Stored items:
-- Opening Marker --

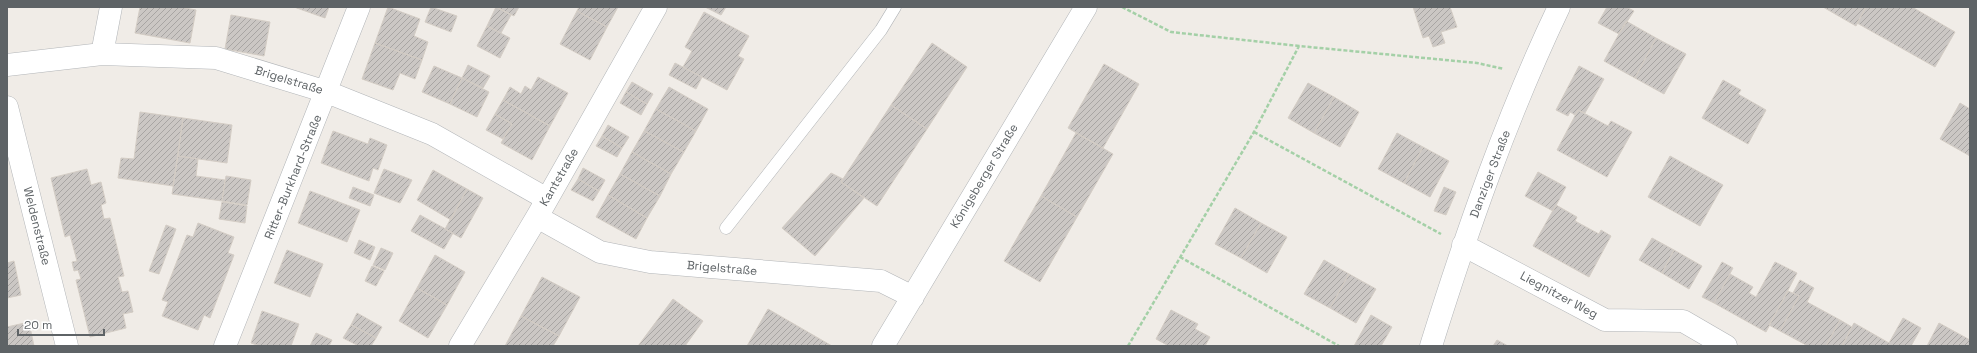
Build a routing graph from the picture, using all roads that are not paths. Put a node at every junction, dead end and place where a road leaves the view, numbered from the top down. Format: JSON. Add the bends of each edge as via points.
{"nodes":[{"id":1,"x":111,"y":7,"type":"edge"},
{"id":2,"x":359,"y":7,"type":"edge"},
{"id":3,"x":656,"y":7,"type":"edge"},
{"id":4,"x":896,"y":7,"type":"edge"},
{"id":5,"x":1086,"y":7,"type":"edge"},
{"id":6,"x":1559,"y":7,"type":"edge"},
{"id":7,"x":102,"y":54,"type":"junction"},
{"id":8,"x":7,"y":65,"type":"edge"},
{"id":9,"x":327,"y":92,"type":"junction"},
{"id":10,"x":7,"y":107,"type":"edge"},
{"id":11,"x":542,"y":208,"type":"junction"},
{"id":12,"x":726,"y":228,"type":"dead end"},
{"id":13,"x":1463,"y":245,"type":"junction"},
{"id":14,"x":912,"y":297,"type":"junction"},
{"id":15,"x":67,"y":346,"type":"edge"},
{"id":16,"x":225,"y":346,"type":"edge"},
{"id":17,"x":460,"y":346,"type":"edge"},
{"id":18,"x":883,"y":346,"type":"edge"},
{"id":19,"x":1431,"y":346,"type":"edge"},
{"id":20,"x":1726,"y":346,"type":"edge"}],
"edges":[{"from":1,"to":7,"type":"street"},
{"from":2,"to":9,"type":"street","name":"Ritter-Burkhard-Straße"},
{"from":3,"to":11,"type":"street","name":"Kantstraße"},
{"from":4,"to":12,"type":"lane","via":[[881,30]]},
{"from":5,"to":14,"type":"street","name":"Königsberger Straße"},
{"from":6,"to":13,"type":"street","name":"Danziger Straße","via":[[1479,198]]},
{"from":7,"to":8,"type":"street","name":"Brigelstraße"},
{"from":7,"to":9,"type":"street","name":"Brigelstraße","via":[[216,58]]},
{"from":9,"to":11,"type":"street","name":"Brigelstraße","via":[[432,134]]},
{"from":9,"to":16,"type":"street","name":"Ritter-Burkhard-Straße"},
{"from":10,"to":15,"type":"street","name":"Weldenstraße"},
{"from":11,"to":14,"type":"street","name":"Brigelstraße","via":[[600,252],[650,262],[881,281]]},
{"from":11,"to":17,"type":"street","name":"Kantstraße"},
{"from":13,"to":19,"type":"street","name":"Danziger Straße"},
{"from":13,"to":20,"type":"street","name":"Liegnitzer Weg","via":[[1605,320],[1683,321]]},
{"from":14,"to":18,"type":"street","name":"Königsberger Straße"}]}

-- Closing Marker --

## [TASK]
Before answering, count every line of the records that contains "Königsberger"; the answer is that number and nothing more.

## [OUTPUT OF THE EXERCISE]
2